**Task requirements:** Copy out the data exactly as it appears, without a single image.

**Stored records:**
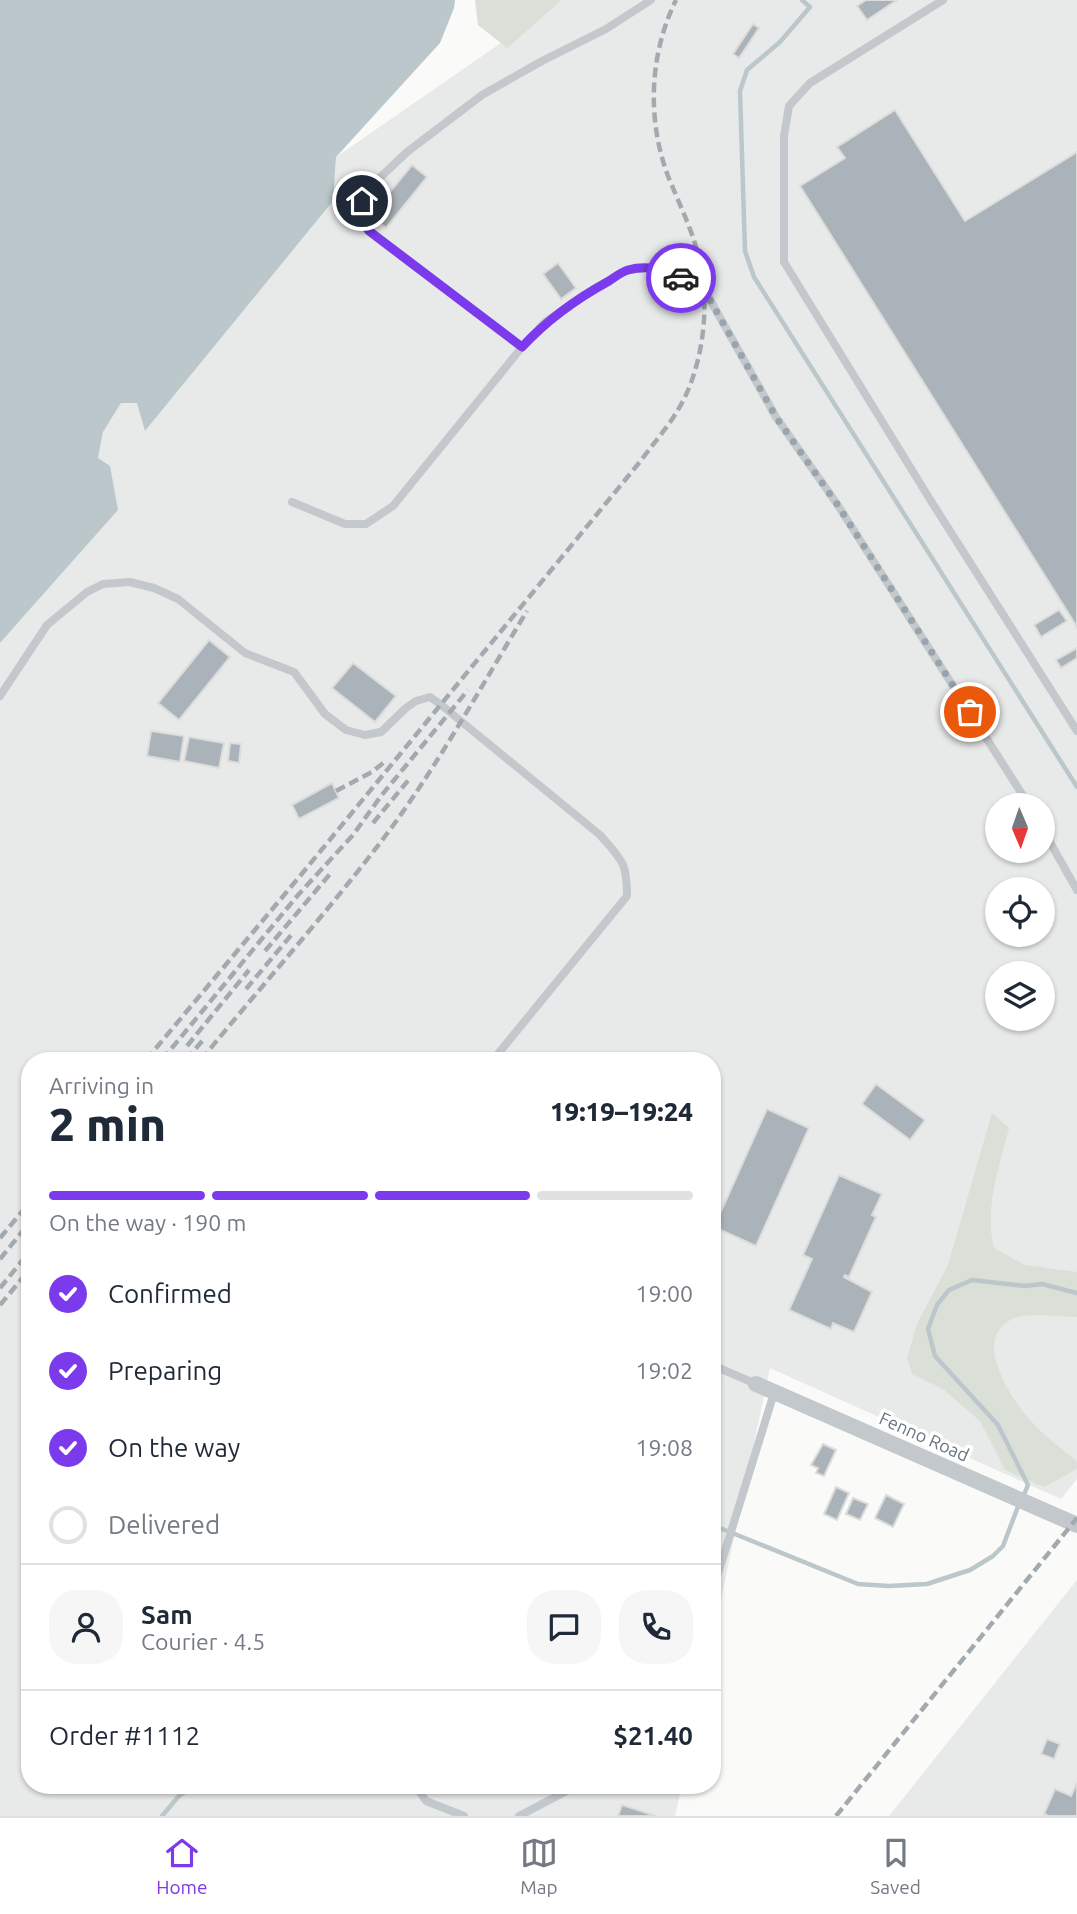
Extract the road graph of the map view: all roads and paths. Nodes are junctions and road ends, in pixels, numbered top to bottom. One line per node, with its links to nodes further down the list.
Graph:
1 (651, 0): 3 (lane)
2 (943, 0): 6 (lane)
3 (522, 347): 4 (lane); 7 (lane)
4 (292, 502)
5 (0, 696): 10 (lane)
6 (1077, 731)
7 (1021, 793)
8 (1055, 851): 9 (lane)
9 (1077, 890)
10 (499, 1052)
11 (721, 1369): 12 (lane)
12 (756, 1384): 13 (street, Fenno Road)
13 (774, 1393): 14 (street, Fenno Road); 15 (lane)
14 (1077, 1525)
15 (721, 1564)
16 (421, 1794): 18 (lane)
17 (561, 1794): 19 (lane)
18 (464, 1816)
19 (519, 1816)

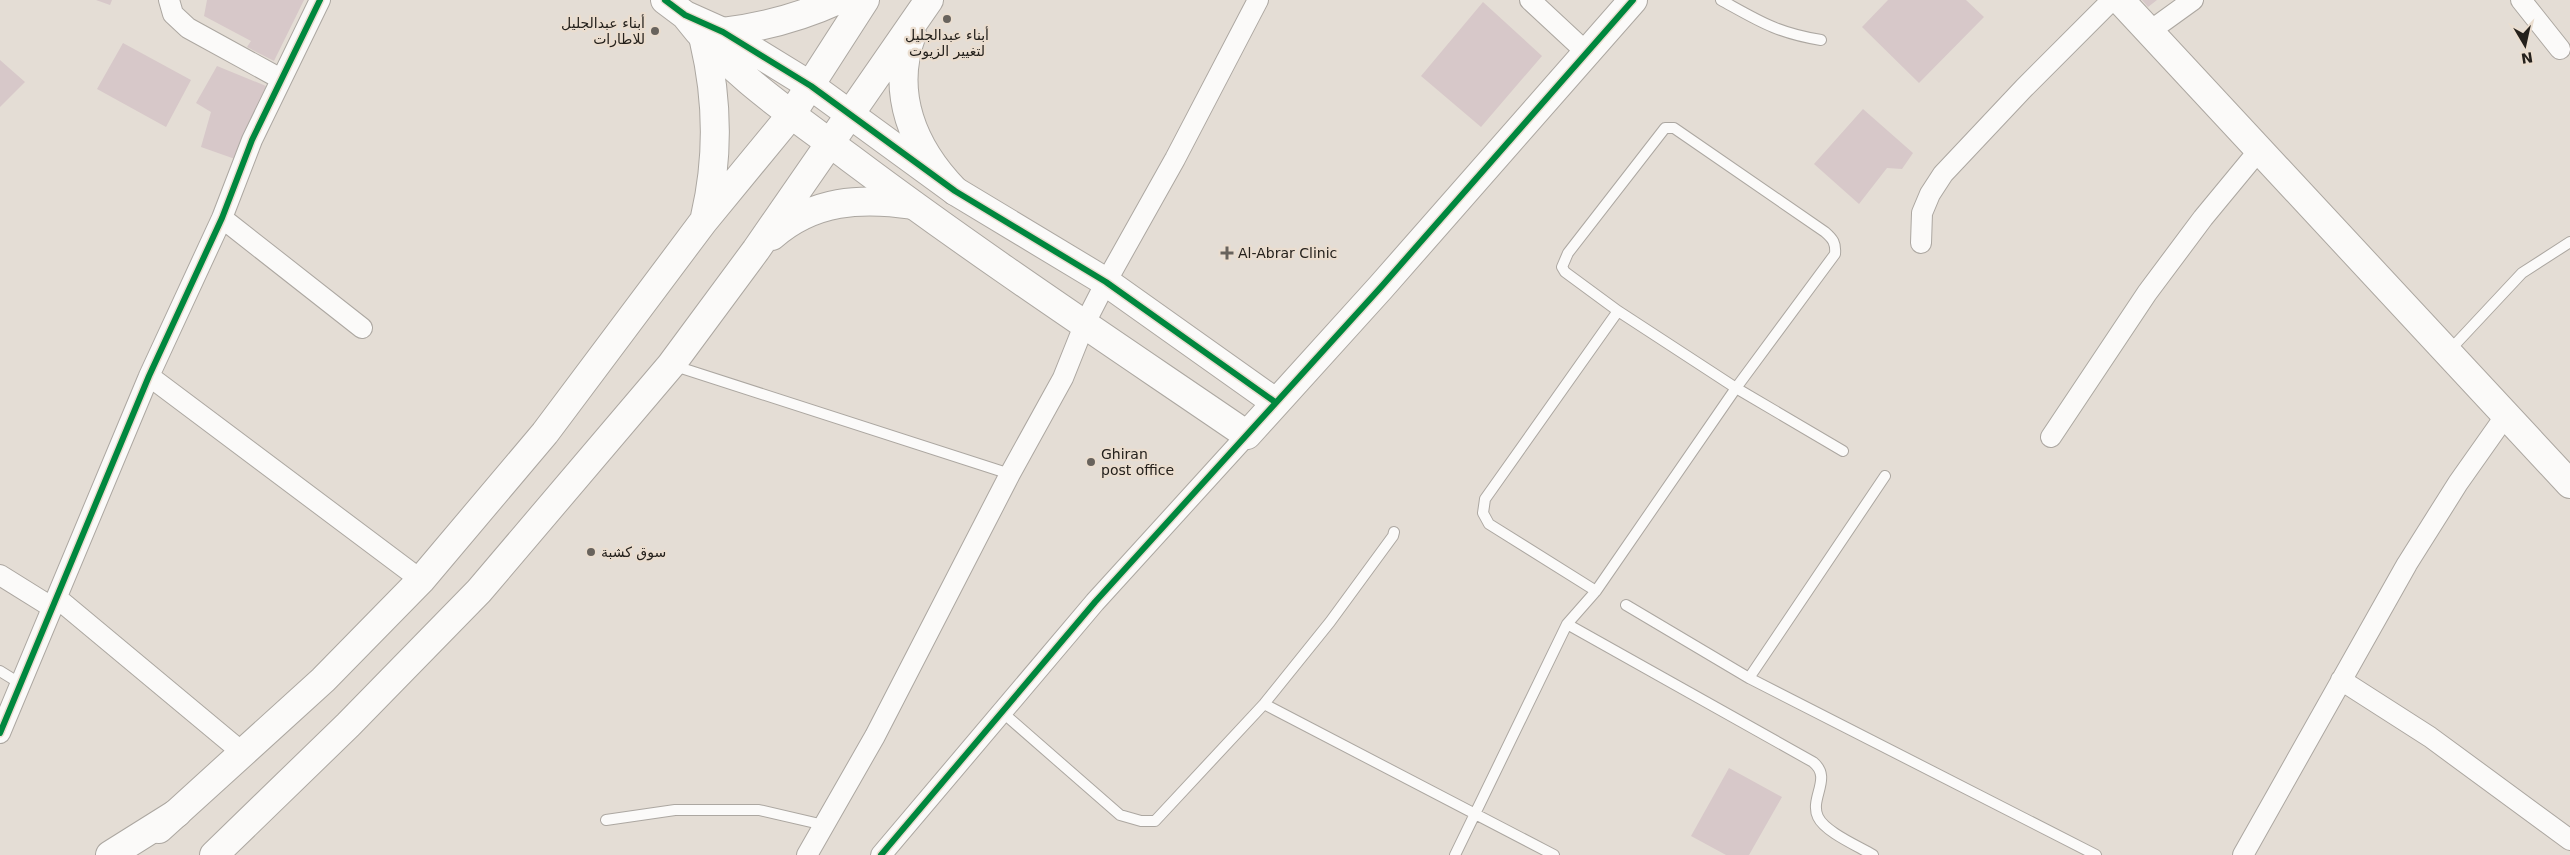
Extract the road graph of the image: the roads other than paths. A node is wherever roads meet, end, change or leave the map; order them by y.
1 (169, 0) edge
2 (320, 0) edge
3 (838, 0) edge
4 (865, 0) edge
5 (1258, 0) edge
6 (1530, 0) edge
7 (1633, 0) edge
8 (1721, 0) edge
9 (2112, 0) edge
10 (2120, 0) edge
11 (2193, 0) edge
12 (2521, 0) edge
13 (675, 8) edge
14 (923, 9) edge
15 (2150, 31) junction
16 (714, 36) junction
17 (1821, 40) dead end
18 (2560, 49) dead end
19 (1586, 52) junction
20 (281, 79) junction
21 (811, 86) junction
22 (791, 115) junction
23 (849, 115) junction
24 (830, 143) junction
25 (2260, 149) junction
26 (955, 191) junction
27 (913, 205) junction
28 (222, 218) junction
29 (703, 222) junction
30 (2570, 242) edge
31 (1920, 243) dead end
32 (756, 250) junction
33 (1106, 282) junction
34 (1618, 311) junction
35 (1085, 323) junction
36 (362, 328) dead end
37 (2448, 352) junction
38 (671, 365) junction
39 (149, 376) junction
40 (1736, 388) junction
41 (1275, 402) junction
42 (2506, 415) junction
43 (1247, 435) junction
44 (2051, 437) dead end
45 (1843, 451) dead end
46 (1010, 474) junction
47 (1885, 476) dead end
48 (2570, 484) edge
49 (1394, 532) dead end
50 (0, 575) edge
51 (421, 580) junction
52 (1596, 591) junction
53 (55, 603) junction
54 (1626, 605) dead end
55 (1566, 624) junction
56 (0, 671) edge
57 (1749, 678) junction
58 (2341, 680) junction
59 (21, 684) junction
60 (1264, 704) junction
61 (1002, 712) junction
62 (0, 733) edge
63 (243, 753) junction
64 (177, 813) junction
65 (1476, 814) junction
66 (606, 820) dead end
67 (824, 825) junction
68 (2566, 830) edge
69 (110, 855) edge
70 (130, 855) edge
71 (214, 855) edge
72 (807, 855) edge
73 (881, 855) edge
74 (1455, 855) edge
75 (1554, 855) edge
76 (1873, 855) edge
77 (2096, 855) edge
78 (2243, 855) edge

1 - 20 street
2 - 20 street
3 - 16 main road
4 - 21 main road
5 - 33 street
6 - 19 street
7 - 19 main road
8 - 17 lane
9 - 31 street
10 - 15 main road
11 - 15 street
12 - 18 street
13 - 16 main road
14 - 23 main road
14 - 26 main road
15 - 25 main road
16 - 21 main road
16 - 22 main road
16 - 29 main road
19 - 41 main road
20 - 28 street
21 - 22 main road
21 - 23 main road
22 - 24 main road
22 - 29 main road
23 - 24 main road
23 - 26 main road
24 - 27 main road
24 - 32 main road
25 - 37 main road
25 - 44 street
26 - 33 main road
27 - 32 main road
27 - 35 main road
28 - 36 street
28 - 39 street
29 - 51 main road
30 - 37 lane
32 - 38 main road
33 - 35 street
33 - 41 main road
34 - 40 lane
34 - 40 lane
34 - 52 lane
35 - 43 main road
35 - 46 street
37 - 42 main road
38 - 46 lane
38 - 71 main road
39 - 51 street
39 - 53 street
40 - 45 lane
40 - 52 lane
41 - 43 main road
42 - 48 main road
42 - 58 street
43 - 61 street
46 - 67 street
47 - 57 lane
49 - 60 lane
50 - 53 street
51 - 63 main road
52 - 55 lane
53 - 59 street
53 - 63 street
54 - 57 lane
55 - 65 lane
55 - 76 lane
56 - 59 lane
57 - 77 lane
58 - 68 street
58 - 78 street
59 - 62 street
60 - 61 lane
60 - 65 lane
61 - 73 street
63 - 64 main road
64 - 69 main road
64 - 70 main road
65 - 74 lane
65 - 75 lane
66 - 67 lane
67 - 72 street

**Response:**
Extract the road graph of the map view: all roads and paths. Nodes are junctions and road ends, in pixels, numbered top to bottom. One line per node, with its links to nodes further down the list.
Graph:
1 (651, 0): 3 (lane)
2 (943, 0): 6 (lane)
3 (522, 347): 4 (lane); 7 (lane)
4 (292, 502)
5 (0, 696): 10 (lane)
6 (1077, 731)
7 (1021, 793)
8 (1055, 851): 9 (lane)
9 (1077, 890)
10 (499, 1052)
11 (721, 1369): 12 (lane)
12 (756, 1384): 13 (street, Fenno Road)
13 (774, 1393): 14 (street, Fenno Road); 15 (lane)
14 (1077, 1525)
15 (721, 1564)
16 (421, 1794): 18 (lane)
17 (561, 1794): 19 (lane)
18 (464, 1816)
19 (519, 1816)

Extract the road graph of the image: the roads other than paths. A node is wherever roads meet, end, change or leave the map; order them by y.
1 (169, 0) edge
2 (320, 0) edge
3 (838, 0) edge
4 (865, 0) edge
5 (1258, 0) edge
6 (1530, 0) edge
7 (1633, 0) edge
8 (1721, 0) edge
9 (2112, 0) edge
10 (2120, 0) edge
11 (2193, 0) edge
12 (2521, 0) edge
13 (675, 8) edge
14 (923, 9) edge
15 (2150, 31) junction
16 (714, 36) junction
17 (1821, 40) dead end
18 (2560, 49) dead end
19 (1586, 52) junction
20 (281, 79) junction
21 (811, 86) junction
22 (791, 115) junction
23 (849, 115) junction
24 (830, 143) junction
25 (2260, 149) junction
26 (955, 191) junction
27 (913, 205) junction
28 (222, 218) junction
29 (703, 222) junction
30 (2570, 242) edge
31 (1920, 243) dead end
32 (756, 250) junction
33 (1106, 282) junction
34 (1618, 311) junction
35 (1085, 323) junction
36 (362, 328) dead end
37 (2448, 352) junction
38 (671, 365) junction
39 (149, 376) junction
40 (1736, 388) junction
41 (1275, 402) junction
42 (2506, 415) junction
43 (1247, 435) junction
44 (2051, 437) dead end
45 (1843, 451) dead end
46 (1010, 474) junction
47 (1885, 476) dead end
48 (2570, 484) edge
49 (1394, 532) dead end
50 (0, 575) edge
51 (421, 580) junction
52 (1596, 591) junction
53 (55, 603) junction
54 (1626, 605) dead end
55 (1566, 624) junction
56 (0, 671) edge
57 (1749, 678) junction
58 (2341, 680) junction
59 (21, 684) junction
60 (1264, 704) junction
61 (1002, 712) junction
62 (0, 733) edge
63 (243, 753) junction
64 (177, 813) junction
65 (1476, 814) junction
66 (606, 820) dead end
67 (824, 825) junction
68 (2566, 830) edge
69 (110, 855) edge
70 (130, 855) edge
71 (214, 855) edge
72 (807, 855) edge
73 (881, 855) edge
74 (1455, 855) edge
75 (1554, 855) edge
76 (1873, 855) edge
77 (2096, 855) edge
78 (2243, 855) edge

1 - 20 street
2 - 20 street
3 - 16 main road
4 - 21 main road
5 - 33 street
6 - 19 street
7 - 19 main road
8 - 17 lane
9 - 31 street
10 - 15 main road
11 - 15 street
12 - 18 street
13 - 16 main road
14 - 23 main road
14 - 26 main road
15 - 25 main road
16 - 21 main road
16 - 22 main road
16 - 29 main road
19 - 41 main road
20 - 28 street
21 - 22 main road
21 - 23 main road
22 - 24 main road
22 - 29 main road
23 - 24 main road
23 - 26 main road
24 - 27 main road
24 - 32 main road
25 - 37 main road
25 - 44 street
26 - 33 main road
27 - 32 main road
27 - 35 main road
28 - 36 street
28 - 39 street
29 - 51 main road
30 - 37 lane
32 - 38 main road
33 - 35 street
33 - 41 main road
34 - 40 lane
34 - 40 lane
34 - 52 lane
35 - 43 main road
35 - 46 street
37 - 42 main road
38 - 46 lane
38 - 71 main road
39 - 51 street
39 - 53 street
40 - 45 lane
40 - 52 lane
41 - 43 main road
42 - 48 main road
42 - 58 street
43 - 61 street
46 - 67 street
47 - 57 lane
49 - 60 lane
50 - 53 street
51 - 63 main road
52 - 55 lane
53 - 59 street
53 - 63 street
54 - 57 lane
55 - 65 lane
55 - 76 lane
56 - 59 lane
57 - 77 lane
58 - 68 street
58 - 78 street
59 - 62 street
60 - 61 lane
60 - 65 lane
61 - 73 street
63 - 64 main road
64 - 69 main road
64 - 70 main road
65 - 74 lane
65 - 75 lane
66 - 67 lane
67 - 72 street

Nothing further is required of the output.